Fruits and vegetables can be grown in hanging baskets instead of flowers and ferns. You may make something functional and attractive by growing edibles in hanging baskets. Hanging baskets, whether they’re baskets or other types of hanging containers, can be very useful. They assist you in making the most of any and all available space.
What fruits and vegetables can you grow in a hanging basket?
A hanging basket does not have to be dull or boring just because it is used to raise food. Take a look at some of the fruits and vegetables that can be grown in hanging baskets.
Tomatoes are botanically fruits, and cultivating them in hanging baskets is simple. Tumbling tomatoes, in particular, are well-suited to flowing over the side of a basket. On the other hand, many bush tomatoes can be grown in hanging containers, and they can even be grown upside down, hanging down from the bottom.

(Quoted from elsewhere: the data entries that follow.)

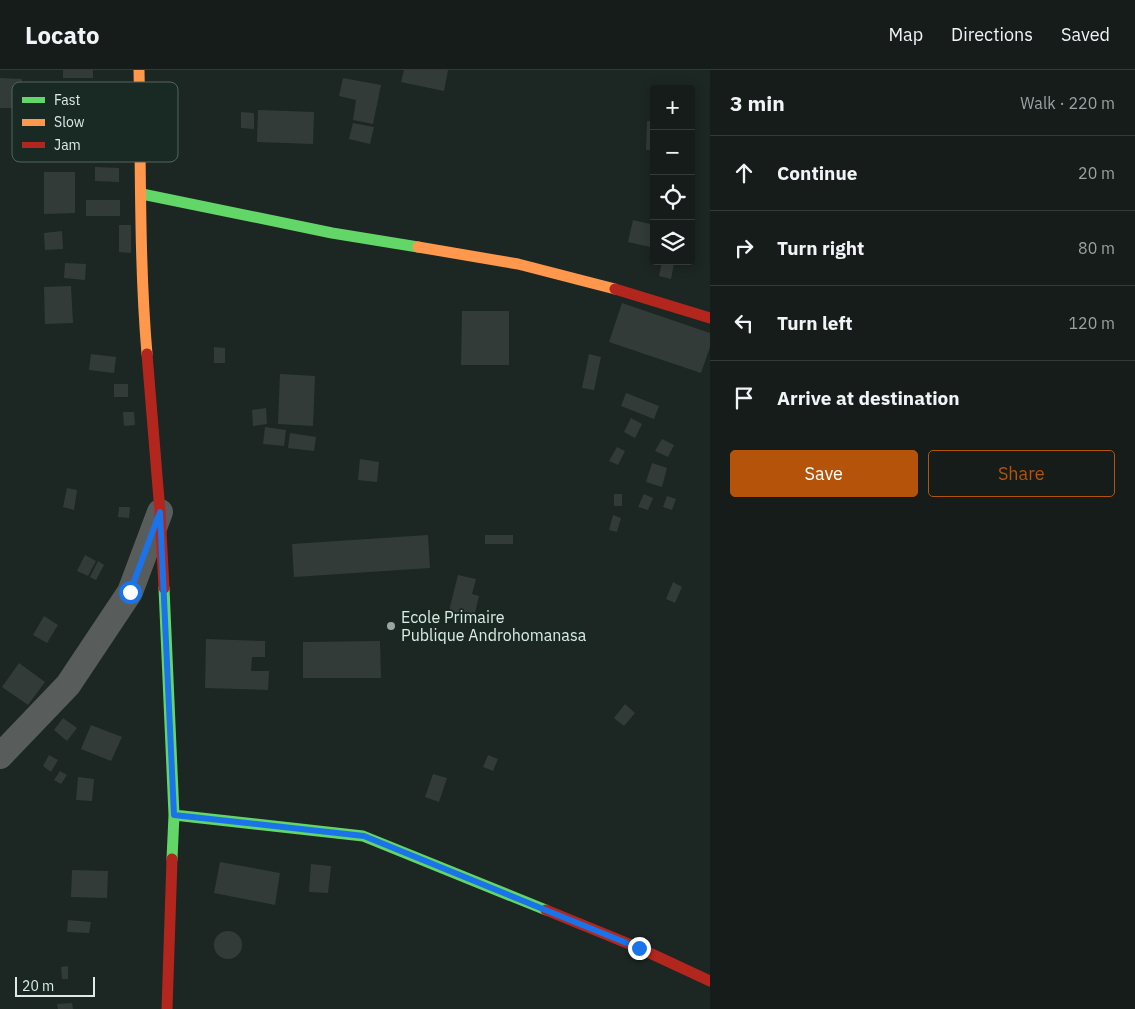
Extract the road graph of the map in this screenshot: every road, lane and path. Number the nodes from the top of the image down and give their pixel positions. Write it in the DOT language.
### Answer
graph roads {
  1 [pos="141,162"];
  2 [pos="142,194"];
  3 [pos="710,318"];
  4 [pos="160,512"];
  5 [pos="0,756"];
  6 [pos="174,815"];
  7 [pos="710,981"];
  8 [pos="167,1009"];
  1 -- 2 [label="street"];
  2 -- 3 [label="street"];
  2 -- 4 [label="street"];
  4 -- 5 [label="street"];
  4 -- 6 [label="street"];
  6 -- 7 [label="street"];
  6 -- 8 [label="street"];
}
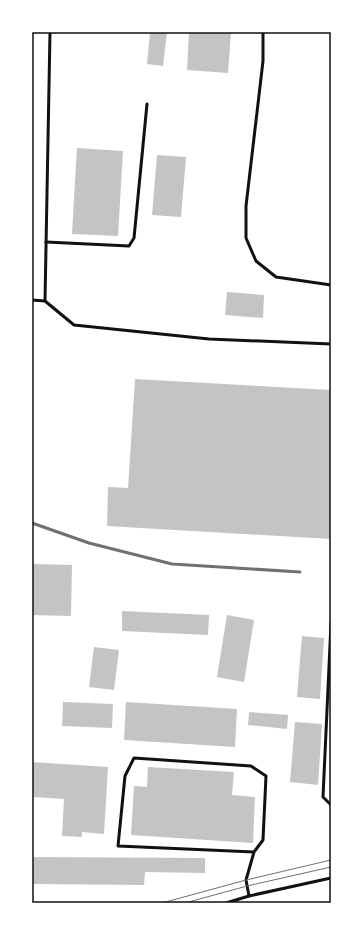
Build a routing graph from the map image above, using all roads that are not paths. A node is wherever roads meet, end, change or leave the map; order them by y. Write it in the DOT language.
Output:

Here are some tomato varieties that do well in hanging baskets:
- Bonsai Micro Dwarf
- Red Robin
- Gold Pearl
- Baxter’s Early Bush Cherry Tomato
- Aztec Micro Dwarf
- Tumbling Tom
Fresh strawberries have a delicious flavor and are so aromatic and juicy that you will want to pick them over and over. The nicest feature is that strawberries may be grown in hanging baskets in small spaces. The following are some examples of garden strawberries that work well in hanging baskets:
- Mara des Bois
Alpine strawberries, which may be grown in partial shade, are another option that include:
- Rugen Improved
- Yellow Wonder
Pepper is one of the easiest plants to cultivate in a basket. You can put it in the shade for at least 4-6 hours. Any small and compact plant varieties perform nicely in a hanging basket. Chili and sweet peppers such as:
- Basket of Fire
- Prairie Fire
- Pretty in Purple
- Sweet Sunshine (Trailing)
- Tangerine Dream
There are several cucumber kinds that perform nicely in a hanging basket. Patio Pickle and Summer Dance are two excellent choices. These and other dwarf types are more suited to the restricted space available in a hanging basket.
Cucumbers cultivated in hanging baskets are usually straighter, more consistent, and less vulnerable to pests. Cucumber harvesting is also a lot simpler.
Choose a visually appealing kind like rainbow chard, and the bright stems will provide visual pleasure for a long time. Harvest seldom so that you can continue to eat from your basket while it preserves its aesthetic value.
Swiss chard is a semi-hardy plant that can withstand freezing temperatures. You may easily bring your swiss chard indoors to avoid frost and increase your growing season by growing it in a hanging basket.
Radishes grow quickly and can be sown in succession for a large number of radishes over a lengthy period of time. Another fantastic idea is to let a few radishes blossom and spill over the basket’s borders. A profusion of wildflowers will bloom, followed by hundreds of tasty radish seed pods.
Radishes can usually be picked 30 days after they germinate in most situations. This permits you to get at least 3 to 4 harvests before the weather starts to warm up. If this happens, you’ll need to replace the crop in the basket.
Choose a dwarf eggplant type if you wish to grow eggplant in hanging baskets. You might want to think about Patio Baby. This and other compatible types produce fruits that are only 2-3 inches long. Fill in the middle of your container planting with one of them in the middle of the hanging basket. Lifting it higher allows you to see the lovely purple fruit that is typically covered beneath the foliage.
There are numerous dwarf citrus cultivars that can be grown in 12-24 inch hanging baskets. Aside from the fruits, citrus blooms are incredibly scented and attractive.
Growing your own lettuce is a terrific way to save money, especially if you enjoy salads. Growing lettuce in hanging baskets has a number of advantages, one of which is that it is protected from slugs and other pests. Lettuce is a fairly compact plant. There is no overhanging, and the lettuce can thrive in the restricted space.
In a hanging basket, trailing sweet potato vines look fantastic. Plant the slips in the pot and let the long vines trail over the sides.
Along with lettuce and other greens, several leafy mustards thrive. Green and purple mustard varieties are available, with several featuring elegant lacy leaves that look lovely and behave well in a hanging basket.
Regular spinach is an excellent choice for a hanging basket in a cool, shady location. On the other hand, perpetual spinach may be planted without concern of bolting in hot summer conditions and will provide a steady supply of excellent greens for much of the year.
Spring onions can also be squeezed into your edible hanging basket. These take up very little room and are a terrific touch to your summer salads.
They have nearly fern-like foliage, making them look more like ornamentals than food crops. You simply need to hang them in a container. Choose the shorter type because it requires less space for plant growth.
Most people associate squash with big pumpkins that win the state fair, but there are hundreds of types to choose from, so get creative! Select a squash with small fruits that can be hung from a container and allowed to grow down over the edge.